● **AIM OF THE EXERCISE**
Using the records below, filter for lines that contain the string "Выездная" and copy them out.

Collected data
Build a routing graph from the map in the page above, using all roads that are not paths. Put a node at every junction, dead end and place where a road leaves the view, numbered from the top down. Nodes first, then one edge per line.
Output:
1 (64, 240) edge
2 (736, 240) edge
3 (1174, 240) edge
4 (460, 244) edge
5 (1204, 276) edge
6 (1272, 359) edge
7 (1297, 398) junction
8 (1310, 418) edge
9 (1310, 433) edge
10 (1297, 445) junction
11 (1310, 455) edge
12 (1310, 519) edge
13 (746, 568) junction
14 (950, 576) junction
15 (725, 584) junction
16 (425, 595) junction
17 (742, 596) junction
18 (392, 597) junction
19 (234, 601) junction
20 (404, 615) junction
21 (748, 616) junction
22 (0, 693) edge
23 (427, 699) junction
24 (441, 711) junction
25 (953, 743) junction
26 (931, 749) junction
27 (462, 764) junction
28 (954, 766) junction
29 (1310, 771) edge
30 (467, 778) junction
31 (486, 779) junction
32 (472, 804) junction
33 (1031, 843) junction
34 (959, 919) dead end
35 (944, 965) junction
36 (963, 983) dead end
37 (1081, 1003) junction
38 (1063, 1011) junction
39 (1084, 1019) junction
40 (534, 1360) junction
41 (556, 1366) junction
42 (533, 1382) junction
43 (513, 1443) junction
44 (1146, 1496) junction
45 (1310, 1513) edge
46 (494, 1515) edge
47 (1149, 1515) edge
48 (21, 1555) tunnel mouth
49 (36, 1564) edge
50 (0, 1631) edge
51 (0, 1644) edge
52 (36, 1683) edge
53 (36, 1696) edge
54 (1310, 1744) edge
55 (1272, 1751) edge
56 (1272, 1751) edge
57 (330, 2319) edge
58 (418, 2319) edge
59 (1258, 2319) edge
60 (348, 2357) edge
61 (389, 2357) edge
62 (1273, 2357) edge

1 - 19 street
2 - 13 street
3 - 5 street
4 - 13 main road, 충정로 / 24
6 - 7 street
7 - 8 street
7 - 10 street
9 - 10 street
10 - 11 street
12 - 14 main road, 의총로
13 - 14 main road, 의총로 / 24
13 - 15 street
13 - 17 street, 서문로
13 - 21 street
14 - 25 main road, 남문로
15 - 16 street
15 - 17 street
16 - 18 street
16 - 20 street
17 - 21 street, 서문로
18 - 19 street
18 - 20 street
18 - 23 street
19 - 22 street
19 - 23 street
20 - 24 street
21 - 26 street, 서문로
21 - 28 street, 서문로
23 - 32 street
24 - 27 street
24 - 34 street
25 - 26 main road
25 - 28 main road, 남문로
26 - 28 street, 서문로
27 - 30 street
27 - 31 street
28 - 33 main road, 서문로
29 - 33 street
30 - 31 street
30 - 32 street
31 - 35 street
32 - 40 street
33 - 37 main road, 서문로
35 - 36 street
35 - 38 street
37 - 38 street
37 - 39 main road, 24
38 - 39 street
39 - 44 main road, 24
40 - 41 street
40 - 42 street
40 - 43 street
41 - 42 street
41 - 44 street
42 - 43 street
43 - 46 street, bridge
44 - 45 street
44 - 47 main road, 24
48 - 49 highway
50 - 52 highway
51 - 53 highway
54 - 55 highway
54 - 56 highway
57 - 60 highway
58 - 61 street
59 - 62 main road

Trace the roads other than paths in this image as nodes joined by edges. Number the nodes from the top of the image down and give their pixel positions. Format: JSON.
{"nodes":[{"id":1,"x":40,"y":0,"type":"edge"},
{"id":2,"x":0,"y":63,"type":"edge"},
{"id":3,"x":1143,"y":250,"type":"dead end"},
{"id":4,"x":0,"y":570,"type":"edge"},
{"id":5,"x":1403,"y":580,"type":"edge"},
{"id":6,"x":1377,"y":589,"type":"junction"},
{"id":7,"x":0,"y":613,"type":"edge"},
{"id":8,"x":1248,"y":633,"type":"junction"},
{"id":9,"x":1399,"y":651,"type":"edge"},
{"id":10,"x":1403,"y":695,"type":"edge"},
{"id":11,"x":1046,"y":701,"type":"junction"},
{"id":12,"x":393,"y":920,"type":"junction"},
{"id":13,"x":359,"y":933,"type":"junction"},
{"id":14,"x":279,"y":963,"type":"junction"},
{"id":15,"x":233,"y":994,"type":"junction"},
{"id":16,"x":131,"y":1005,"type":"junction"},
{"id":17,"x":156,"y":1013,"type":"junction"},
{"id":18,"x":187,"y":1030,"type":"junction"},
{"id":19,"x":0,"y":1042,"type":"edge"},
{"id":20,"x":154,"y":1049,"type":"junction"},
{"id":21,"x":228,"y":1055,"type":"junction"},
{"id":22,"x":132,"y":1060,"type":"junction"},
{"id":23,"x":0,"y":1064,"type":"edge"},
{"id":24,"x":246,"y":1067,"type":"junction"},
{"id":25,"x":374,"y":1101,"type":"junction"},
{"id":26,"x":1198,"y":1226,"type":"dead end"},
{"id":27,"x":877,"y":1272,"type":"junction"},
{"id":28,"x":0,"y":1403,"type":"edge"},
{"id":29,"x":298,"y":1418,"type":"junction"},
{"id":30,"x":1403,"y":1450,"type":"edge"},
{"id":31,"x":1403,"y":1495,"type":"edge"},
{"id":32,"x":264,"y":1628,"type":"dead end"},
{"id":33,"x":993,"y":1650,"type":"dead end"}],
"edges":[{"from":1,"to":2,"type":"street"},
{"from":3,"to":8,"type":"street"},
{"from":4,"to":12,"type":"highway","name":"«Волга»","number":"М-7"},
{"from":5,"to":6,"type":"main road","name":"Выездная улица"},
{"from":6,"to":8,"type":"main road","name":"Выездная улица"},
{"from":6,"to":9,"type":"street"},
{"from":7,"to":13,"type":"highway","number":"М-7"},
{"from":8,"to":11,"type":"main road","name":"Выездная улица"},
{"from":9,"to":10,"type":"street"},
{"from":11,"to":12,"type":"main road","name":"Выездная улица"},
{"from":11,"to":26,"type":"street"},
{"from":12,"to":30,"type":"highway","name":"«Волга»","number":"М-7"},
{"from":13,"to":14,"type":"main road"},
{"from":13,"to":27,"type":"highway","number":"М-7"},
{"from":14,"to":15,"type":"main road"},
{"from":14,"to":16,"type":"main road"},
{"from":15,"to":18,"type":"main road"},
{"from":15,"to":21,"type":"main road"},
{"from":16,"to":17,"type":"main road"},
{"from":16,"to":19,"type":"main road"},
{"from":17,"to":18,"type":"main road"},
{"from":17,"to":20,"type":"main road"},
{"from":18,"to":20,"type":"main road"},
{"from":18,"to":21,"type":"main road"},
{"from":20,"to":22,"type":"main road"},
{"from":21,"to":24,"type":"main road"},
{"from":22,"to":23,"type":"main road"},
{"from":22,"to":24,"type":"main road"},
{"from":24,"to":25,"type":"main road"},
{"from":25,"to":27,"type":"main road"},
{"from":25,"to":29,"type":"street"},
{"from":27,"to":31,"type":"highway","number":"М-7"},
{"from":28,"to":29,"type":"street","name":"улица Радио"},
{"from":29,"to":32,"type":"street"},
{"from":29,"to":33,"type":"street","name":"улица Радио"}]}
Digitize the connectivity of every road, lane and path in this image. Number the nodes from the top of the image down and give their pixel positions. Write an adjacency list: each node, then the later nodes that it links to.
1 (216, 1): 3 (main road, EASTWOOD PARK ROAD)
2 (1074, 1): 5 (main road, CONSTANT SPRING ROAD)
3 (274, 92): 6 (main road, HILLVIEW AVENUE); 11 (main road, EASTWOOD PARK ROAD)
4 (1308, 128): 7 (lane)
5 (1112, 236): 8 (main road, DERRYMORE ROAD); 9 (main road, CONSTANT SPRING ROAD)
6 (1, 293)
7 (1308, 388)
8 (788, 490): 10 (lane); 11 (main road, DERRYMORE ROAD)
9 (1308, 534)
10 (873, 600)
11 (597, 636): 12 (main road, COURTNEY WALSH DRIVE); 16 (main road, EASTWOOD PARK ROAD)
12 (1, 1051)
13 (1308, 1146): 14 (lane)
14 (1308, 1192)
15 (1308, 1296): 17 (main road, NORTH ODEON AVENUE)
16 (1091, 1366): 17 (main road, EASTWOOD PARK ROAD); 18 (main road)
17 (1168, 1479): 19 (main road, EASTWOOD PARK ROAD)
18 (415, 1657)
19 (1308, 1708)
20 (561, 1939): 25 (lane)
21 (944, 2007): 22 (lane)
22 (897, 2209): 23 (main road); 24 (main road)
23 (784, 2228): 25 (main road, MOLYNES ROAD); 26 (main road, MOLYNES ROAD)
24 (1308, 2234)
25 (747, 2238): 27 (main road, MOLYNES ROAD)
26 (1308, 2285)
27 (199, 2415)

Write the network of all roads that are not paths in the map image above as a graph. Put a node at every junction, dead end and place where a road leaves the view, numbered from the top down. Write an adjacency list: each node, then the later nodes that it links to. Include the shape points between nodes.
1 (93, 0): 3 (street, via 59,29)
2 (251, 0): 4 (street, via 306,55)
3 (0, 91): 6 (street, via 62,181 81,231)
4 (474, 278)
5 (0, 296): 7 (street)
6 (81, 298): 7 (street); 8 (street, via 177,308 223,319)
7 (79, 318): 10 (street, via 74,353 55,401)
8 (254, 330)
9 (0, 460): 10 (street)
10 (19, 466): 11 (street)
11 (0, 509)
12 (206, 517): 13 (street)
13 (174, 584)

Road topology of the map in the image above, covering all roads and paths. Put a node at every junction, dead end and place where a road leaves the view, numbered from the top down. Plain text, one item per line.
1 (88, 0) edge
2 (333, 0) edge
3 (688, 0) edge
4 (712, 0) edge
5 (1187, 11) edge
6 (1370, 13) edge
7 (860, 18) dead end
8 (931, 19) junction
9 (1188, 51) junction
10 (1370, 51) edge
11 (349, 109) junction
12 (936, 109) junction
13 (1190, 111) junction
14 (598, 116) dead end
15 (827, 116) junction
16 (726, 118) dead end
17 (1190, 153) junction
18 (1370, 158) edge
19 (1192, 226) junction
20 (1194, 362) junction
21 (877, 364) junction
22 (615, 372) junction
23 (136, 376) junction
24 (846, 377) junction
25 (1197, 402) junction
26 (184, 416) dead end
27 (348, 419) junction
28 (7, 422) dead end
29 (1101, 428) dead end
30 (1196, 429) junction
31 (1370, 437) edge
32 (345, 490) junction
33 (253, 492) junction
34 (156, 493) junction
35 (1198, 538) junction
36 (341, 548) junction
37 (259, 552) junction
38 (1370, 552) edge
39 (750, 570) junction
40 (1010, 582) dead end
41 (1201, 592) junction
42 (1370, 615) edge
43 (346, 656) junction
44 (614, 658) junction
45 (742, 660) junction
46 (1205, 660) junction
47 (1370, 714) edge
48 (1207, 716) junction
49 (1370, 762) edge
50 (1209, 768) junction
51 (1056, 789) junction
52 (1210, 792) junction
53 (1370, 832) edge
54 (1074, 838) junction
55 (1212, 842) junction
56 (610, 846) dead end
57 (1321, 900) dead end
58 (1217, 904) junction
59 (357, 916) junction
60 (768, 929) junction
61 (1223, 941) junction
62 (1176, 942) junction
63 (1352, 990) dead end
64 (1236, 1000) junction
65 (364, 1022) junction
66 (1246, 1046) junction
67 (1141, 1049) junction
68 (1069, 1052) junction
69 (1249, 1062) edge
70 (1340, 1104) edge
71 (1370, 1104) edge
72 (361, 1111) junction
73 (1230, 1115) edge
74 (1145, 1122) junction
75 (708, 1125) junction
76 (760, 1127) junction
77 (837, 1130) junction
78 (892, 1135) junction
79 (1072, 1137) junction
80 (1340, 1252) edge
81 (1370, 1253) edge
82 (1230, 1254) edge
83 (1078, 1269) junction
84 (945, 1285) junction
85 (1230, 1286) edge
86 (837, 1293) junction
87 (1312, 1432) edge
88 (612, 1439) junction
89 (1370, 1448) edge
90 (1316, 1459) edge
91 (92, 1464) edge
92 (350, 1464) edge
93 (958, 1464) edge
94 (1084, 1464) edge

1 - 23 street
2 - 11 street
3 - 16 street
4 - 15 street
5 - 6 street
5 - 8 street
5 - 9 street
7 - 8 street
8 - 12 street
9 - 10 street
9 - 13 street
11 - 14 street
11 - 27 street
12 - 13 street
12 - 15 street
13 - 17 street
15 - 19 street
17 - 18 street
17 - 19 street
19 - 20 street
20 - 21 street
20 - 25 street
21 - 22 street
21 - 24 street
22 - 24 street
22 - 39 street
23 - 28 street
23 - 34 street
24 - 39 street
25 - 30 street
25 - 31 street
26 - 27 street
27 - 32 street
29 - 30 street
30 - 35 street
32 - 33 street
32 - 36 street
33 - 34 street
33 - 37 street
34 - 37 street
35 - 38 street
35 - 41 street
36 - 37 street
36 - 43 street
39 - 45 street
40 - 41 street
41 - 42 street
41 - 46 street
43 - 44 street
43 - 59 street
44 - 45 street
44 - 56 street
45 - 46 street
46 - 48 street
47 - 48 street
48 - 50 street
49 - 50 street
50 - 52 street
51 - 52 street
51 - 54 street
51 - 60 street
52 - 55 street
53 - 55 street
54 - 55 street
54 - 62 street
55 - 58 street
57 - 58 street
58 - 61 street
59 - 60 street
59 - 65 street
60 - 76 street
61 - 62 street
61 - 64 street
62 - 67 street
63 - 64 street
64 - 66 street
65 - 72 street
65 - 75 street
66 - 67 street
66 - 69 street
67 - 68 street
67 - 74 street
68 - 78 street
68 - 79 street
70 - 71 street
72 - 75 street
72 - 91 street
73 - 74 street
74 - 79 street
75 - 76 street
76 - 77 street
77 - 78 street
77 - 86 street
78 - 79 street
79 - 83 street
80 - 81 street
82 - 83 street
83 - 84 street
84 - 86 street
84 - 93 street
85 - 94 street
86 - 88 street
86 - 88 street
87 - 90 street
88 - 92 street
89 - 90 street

● **ANSWER**
{"from":5,"to":6,"type":"main road","name":"Выездная улица"},
{"from":6,"to":8,"type":"main road","name":"Выездная улица"},
{"from":8,"to":11,"type":"main road","name":"Выездная улица"},
{"from":11,"to":12,"type":"main road","name":"Выездная улица"},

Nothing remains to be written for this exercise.